Il malloreddus, piccolo gnocco rigato di semola, è già di per sé un formato “terroso”, ruvido, agricolo. Nasce per trattenere sughi importanti, spesso di carne. Qui invece incontra le ciliegie: un frutto che non appartiene alla logica del primo piatto salato, ma che in estate diventa irresistibile.
Il risultato è un piatto che non cerca di convincere con la forza, ma con lo spiazzamento.
Questa ricetta si gioca su tre tensioni:
Dolcezza delle ciliegie
Erbaceo aromatico della santoreggia
Grassezza cremosa della stracciatella
E in mezzo, la pasta: neutra, ruvida, pronta ad assorbire tutto.
È una cucina che non separa più i mondi, ma li fa convivere nello stesso boccone.
Ingredienti (per 4 persone)
300 g di ciliegie
300 g di semola rimacinata di grano duro
250 g di stracciatella di burrata
100 g di pomodoro maturo
80 g di cipollotto
olio extravergine d’oliva q.b.
santoreggia fresca q.b.
sale e pepe q.b.
un pizzico di zafferano
Preparazione
1. I malloreddus
Impasta la semola con acqua tiepida, sale e un pizzico di zafferano.
Lo zafferano qui non serve solo al colore: introduce una nota calda, quasi metallica, che anticipa la dolcezza del condimento.
Lavora l’impasto fino a renderlo liscio e compatto. Lascialo riposare sotto una ciotola: deve rilassarsi, non resistere.
Poi forma piccoli filoncini e tagliali in tocchetti. Passali sul rigagnocchi o su una superficie ruvida per ottenere la classica forma rigata.
2. Il mondo delle ciliegie
Snocciola le ciliegie e tagliale a pezzi.
Qui sta già la prima rottura mentale: trattarle come una verdura da padella, non come frutta da dessert.
3. Il sugo
In una padella scalda olio extravergine e cipollotto affettato finemente.
Lascia che diventi morbido, quasi trasparente.
Aggiungi la santoreggia tritata: è lei che costruisce la parte “selvatica” del piatto.
Unisci il pomodoro a cubetti e poi le ciliegie.
Cuoci a fiamma media: le ciliegie si rompono, rilasciano succo, si fondono con il pomodoro.
Il risultato non è una salsa dolce, ma una salsa ibrida, sospesa tra orto e frutteto.
4. Cottura della pasta
Cuoci i malloreddus in acqua salata.
Sono pronti quando salgono a galla: pochi minuti, essenziali.

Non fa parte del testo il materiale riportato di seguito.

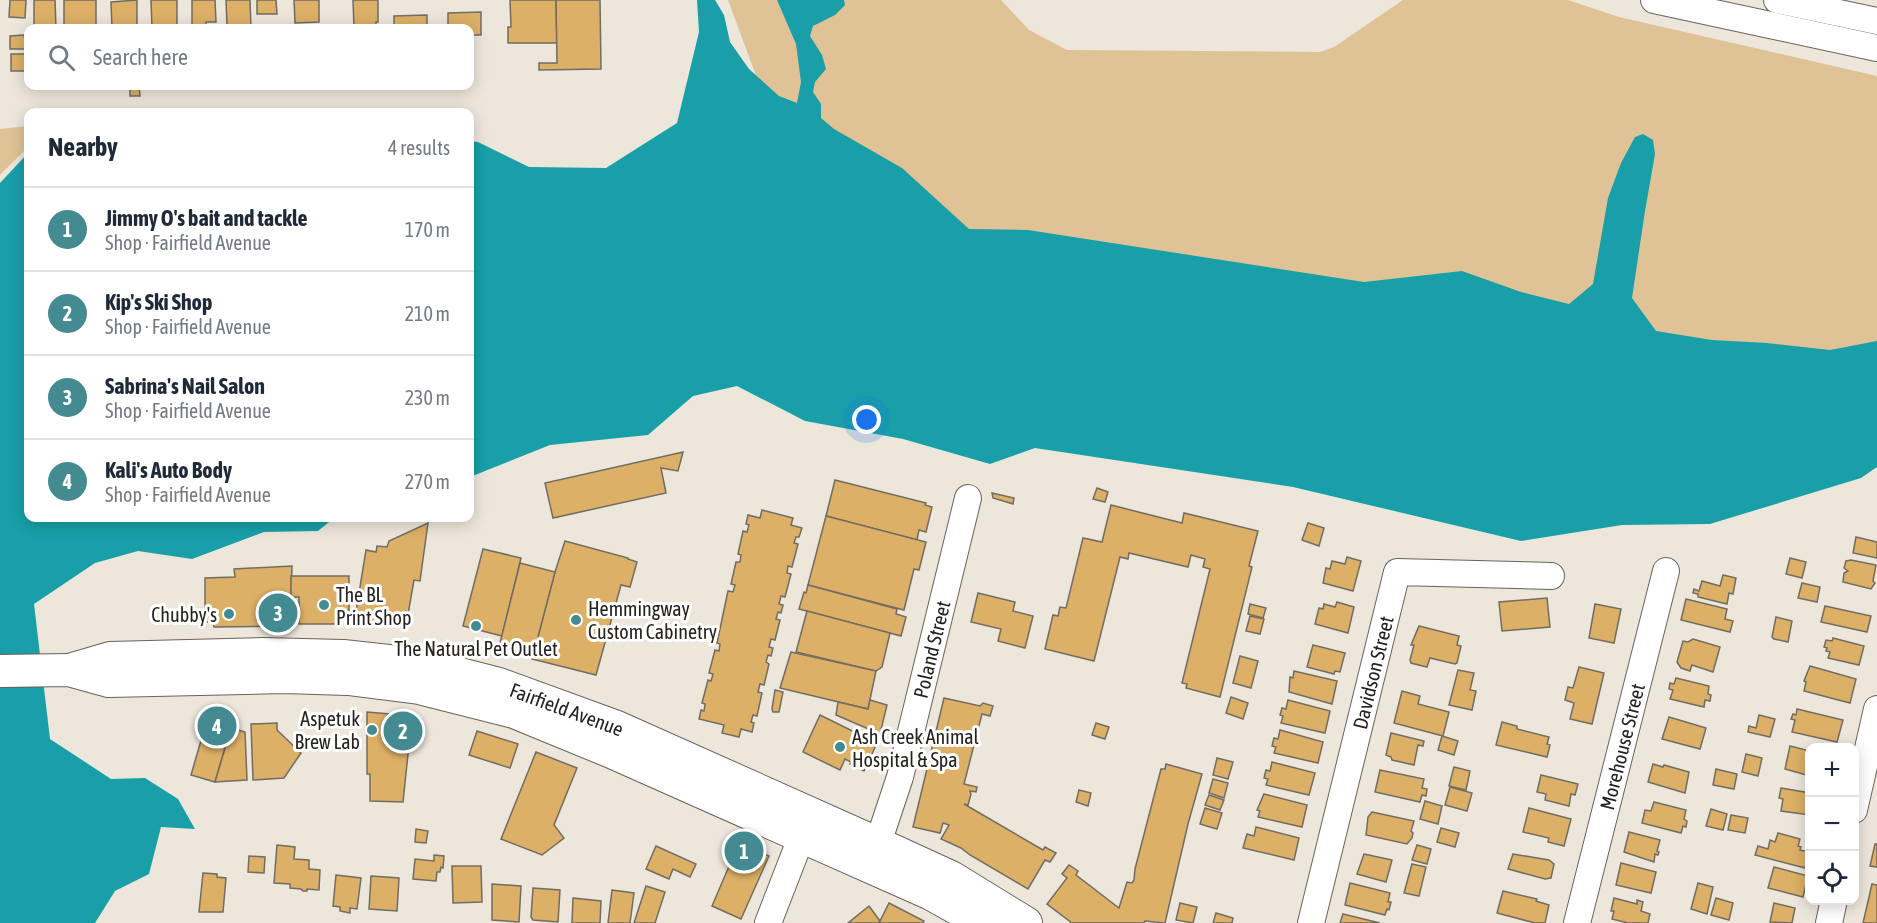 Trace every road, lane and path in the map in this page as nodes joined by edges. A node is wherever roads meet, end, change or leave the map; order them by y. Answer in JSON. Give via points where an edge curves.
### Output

Scolali e saltali direttamente nel sugo, aggiungendo un mestolo di acqua di cottura se serve a legare.
Impiattamento
Distribuisci la pasta nei piatti.
Aggiungi cucchiaiate generose di stracciatella sopra: non deve sciogliersi completamente, deve restare viva, cremosa, a macchie.

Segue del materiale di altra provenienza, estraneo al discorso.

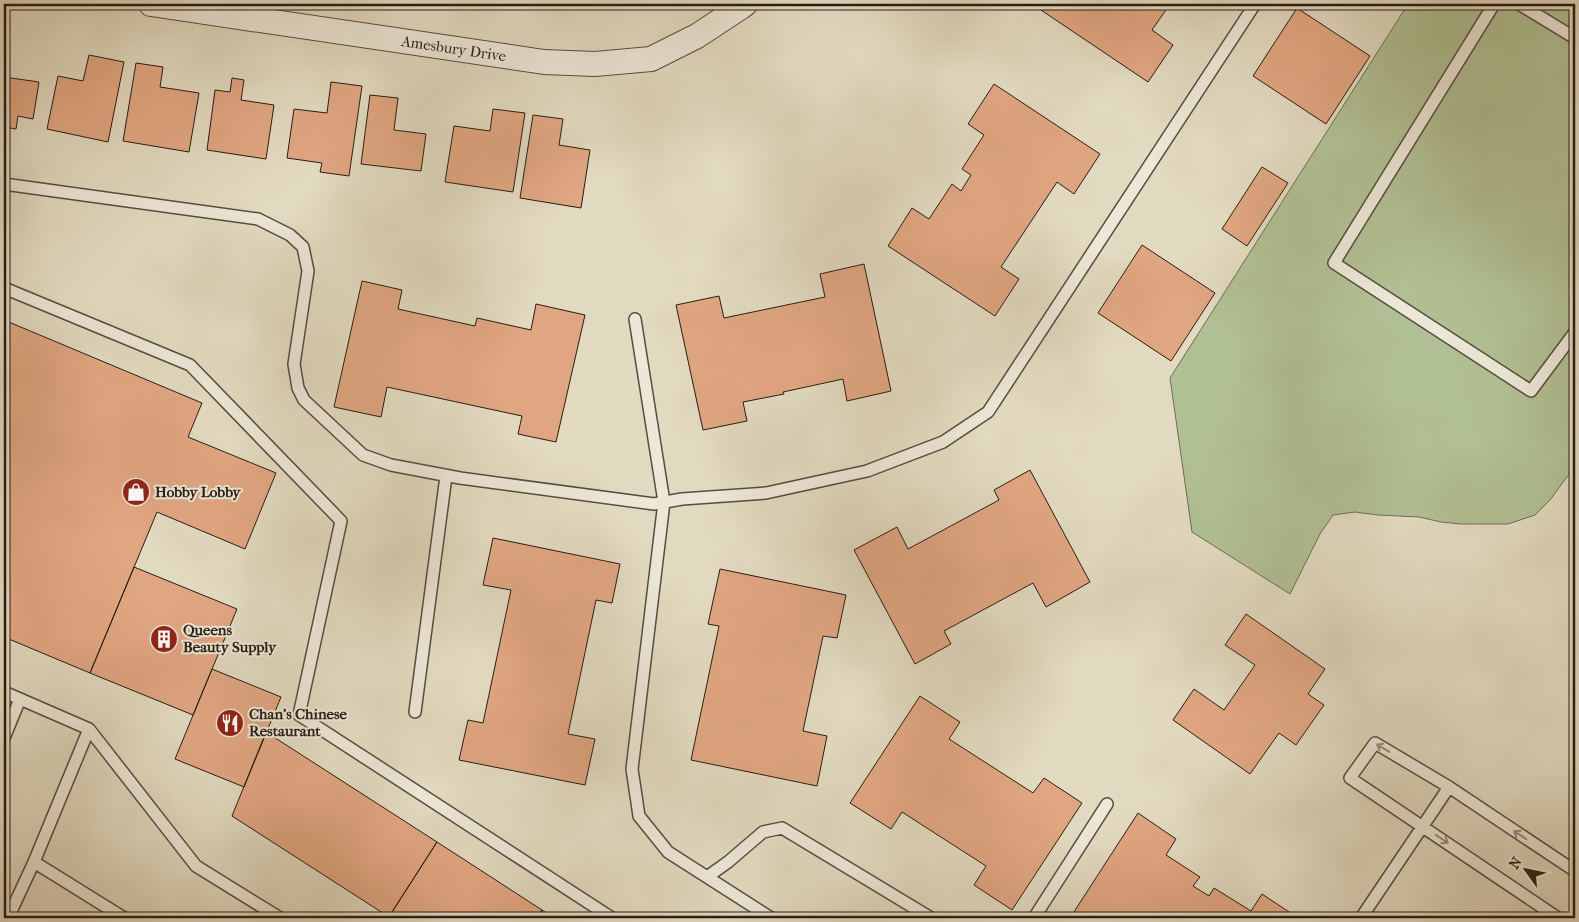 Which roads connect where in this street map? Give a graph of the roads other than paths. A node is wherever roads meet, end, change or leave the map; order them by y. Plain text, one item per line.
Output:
1 (151, 4) edge
2 (745, 4) edge
3 (1255, 4) edge
4 (1494, 4) edge
5 (1519, 4) edge
6 (1575, 38) edge
7 (4, 184) edge
8 (4, 288) edge
9 (636, 319) dead end
10 (1575, 332) edge
11 (446, 476) junction
12 (664, 502) junction
13 (4, 692) edge
14 (20, 699) junction
15 (415, 712) dead end
16 (89, 729) junction
17 (4, 738) edge
18 (1449, 787) junction
19 (1107, 804) dead end
20 (1423, 826) junction
21 (34, 862) junction
22 (1575, 871) edge
23 (707, 877) junction
24 (8, 918) edge
25 (124, 918) edge
26 (280, 918) edge
27 (612, 918) edge
28 (771, 918) edge
29 (931, 918) edge
30 (1034, 918) edge
31 (1361, 918) edge
32 (1558, 918) edge

1 - 2 street, Amesbury Drive
3 - 12 lane
4 - 10 lane
5 - 6 lane
7 - 11 lane
8 - 27 lane
9 - 12 lane
11 - 12 lane
11 - 15 lane
12 - 23 lane
13 - 14 lane
14 - 16 lane
14 - 17 lane
16 - 21 lane
16 - 26 lane
18 - 20 lane
18 -> 20 lane
22 -> 18 lane
19 - 30 lane
20 - 31 lane
20 -> 32 lane
21 - 24 lane
21 - 25 lane
23 - 28 lane
23 - 29 lane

Completa con santoreggia fresca.
Il piatto deve avere tre temperature percepite:
il caldo della pasta
il tiepido del sugo
il freddo lattico della stracciatella
Abbinamento vino
Serve un bianco con freschezza e una certa fragranza aromatica.

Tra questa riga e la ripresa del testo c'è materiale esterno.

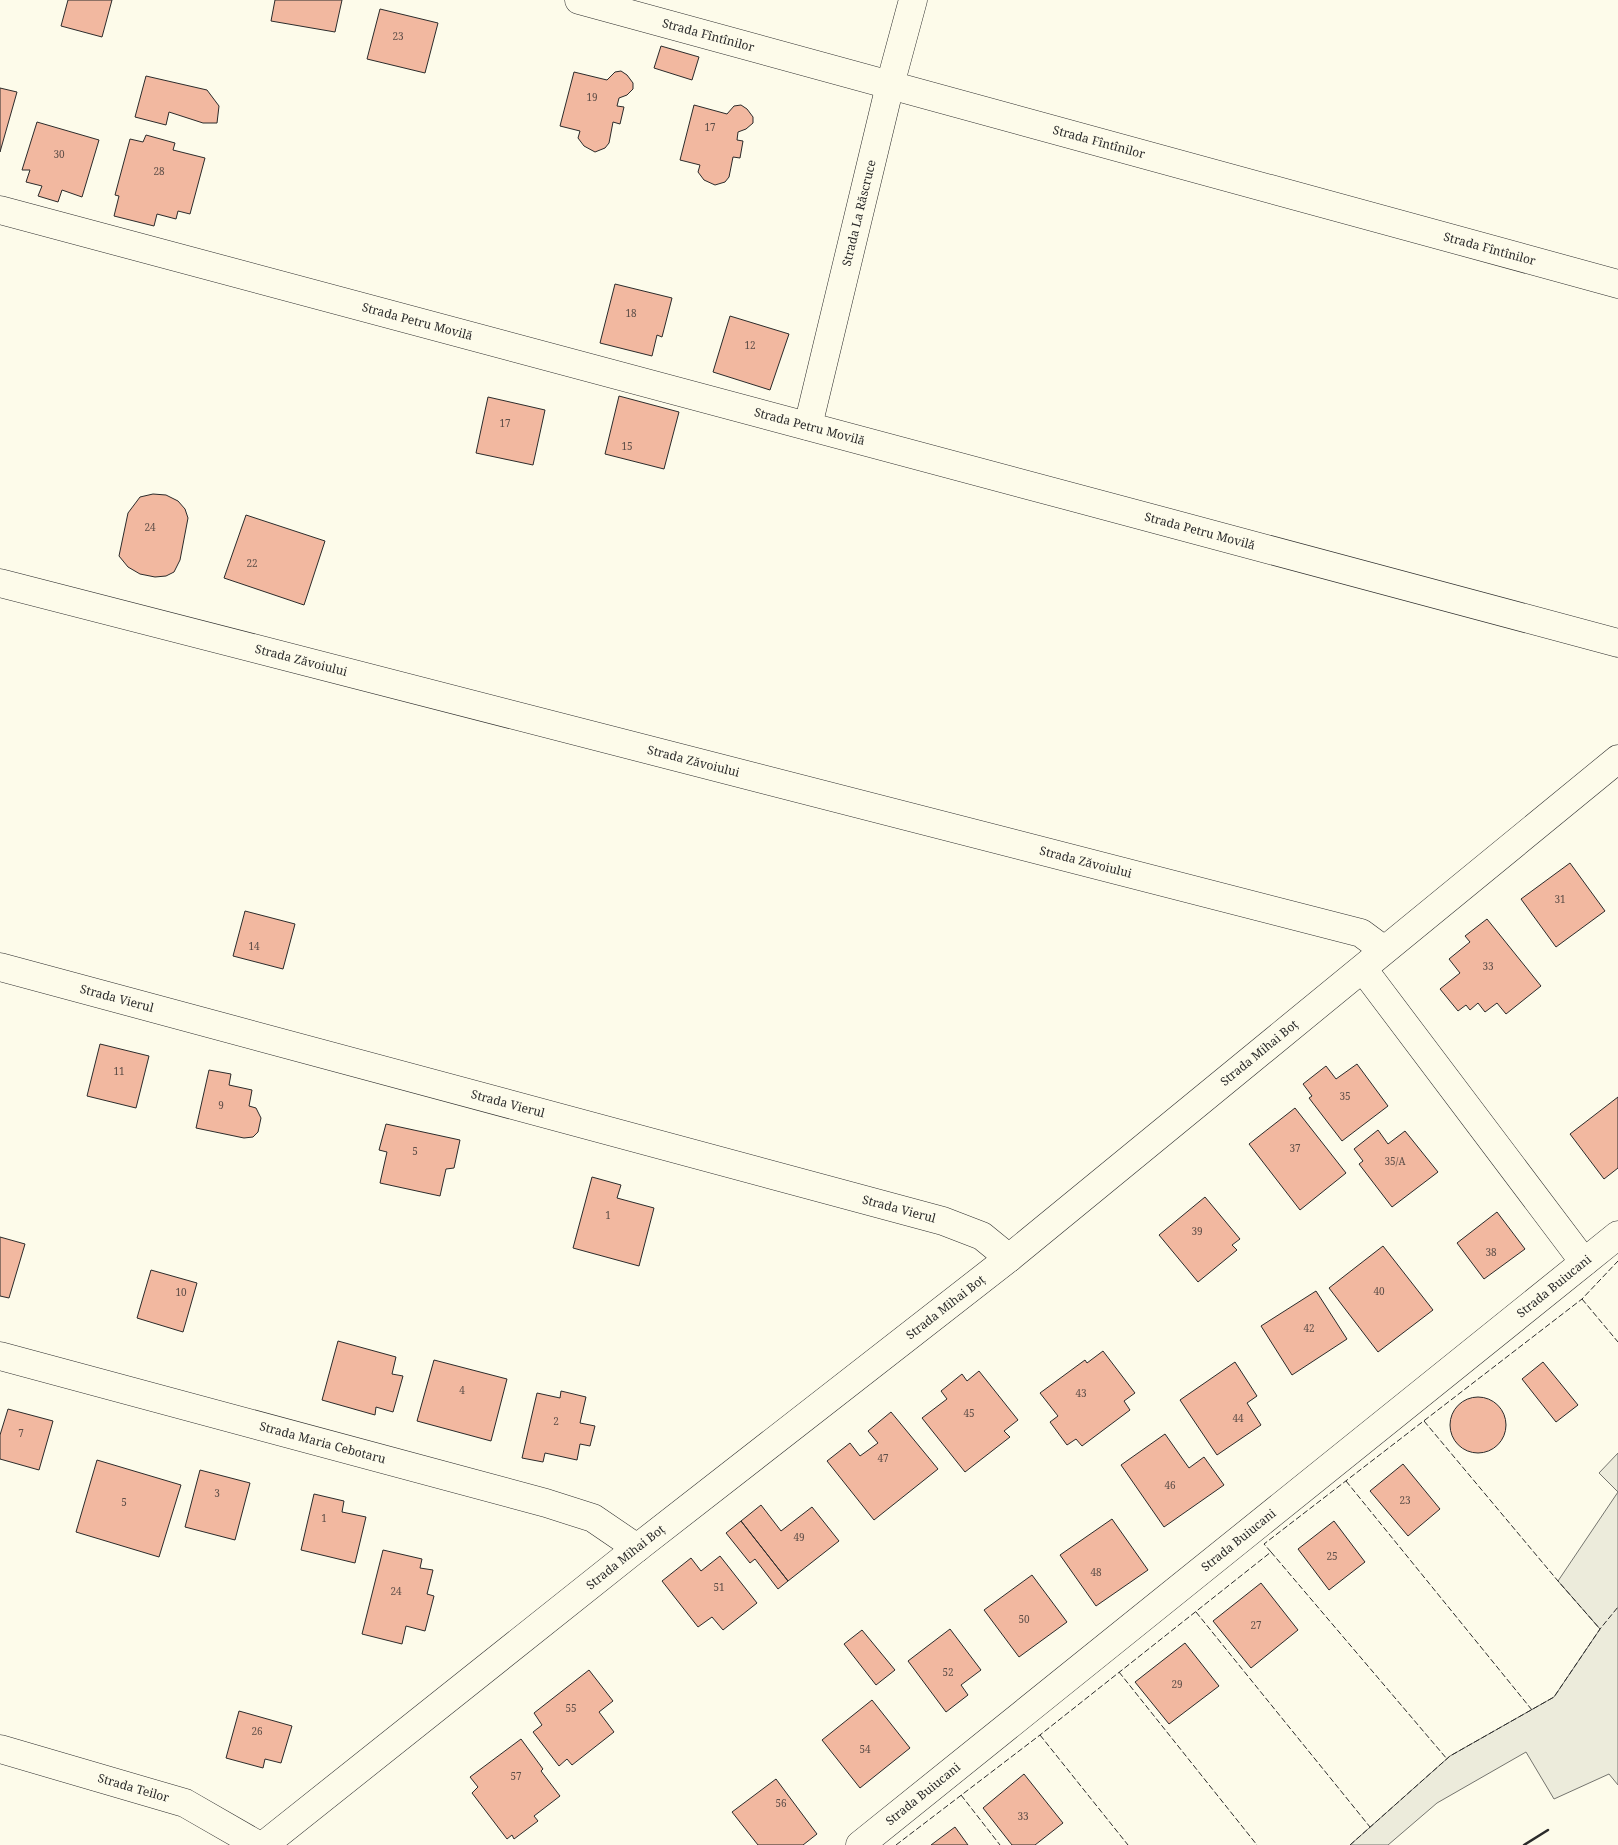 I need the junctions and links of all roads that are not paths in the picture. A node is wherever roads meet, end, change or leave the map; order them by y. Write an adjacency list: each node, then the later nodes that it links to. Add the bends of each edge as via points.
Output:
1 (579, 0): 3 (street, Strada Fîntînilor)
2 (914, 0): 3 (street, Strada La Răscruce)
3 (890, 85): 5 (street, Strada Fîntînilor); 6 (street, Strada La Răscruce)
4 (0, 210): 6 (street, Strada Petru Movilă)
5 (1618, 284)
6 (808, 426): 8 (street, Strada Petru Movilă)
7 (0, 583): 10 (street, Strada Zăvoiului, via 1361,934)
8 (1618, 643)
9 (1618, 759): 10 (street, Strada Mihai Boț)
10 (1384, 950): 12 (street, Strada Mihai Boț)
11 (0, 967): 14 (street, Strada Vierul, via 943,1221 982,1236)
12 (1362, 969): 14 (street, Strada Mihai Boț); 15 (street)
13 (1618, 1234): 15 (street, Strada Buiucani)
14 (1009, 1258): 17 (street, Strada Mihai Boț)
15 (1584, 1262): 21 (street, Strada Buiucani)
16 (0, 1356): 17 (street, Strada Maria Cebotaru, via 546,1503 593,1518)
17 (637, 1548): 20 (street, Strada Mihai Boț)
18 (0, 1749): 19 (street, Strada Teilor, via 185,1803)
19 (258, 1845)
20 (264, 1845)
21 (860, 1845)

Non troppo strutturato, altrimenti schiaccia la ciliegia. Non troppo leggero, altrimenti sparisce nella crema.
Un vino con acidità viva e profilo fruttato funziona meglio: deve accompagnare lo spiazzamento, non neutralizzarlo.
I malloreddus con ciliegie, santoreggia e stracciatella sono un piatto che non chiede approvazione immediata.
Chiede un secondo assaggio.
Perché la prima volta sorprende, la seconda volta divide, la terza volta inizia a diventare comprensibile.
È questo il punto interessante: non è una provocazione, è un equilibrio nuovo.
Una cucina che non si chiede più “dolce o salato”, ma qualcosa di più sottile: che cosa succede se li lasciamo convivere nello stesso respiro?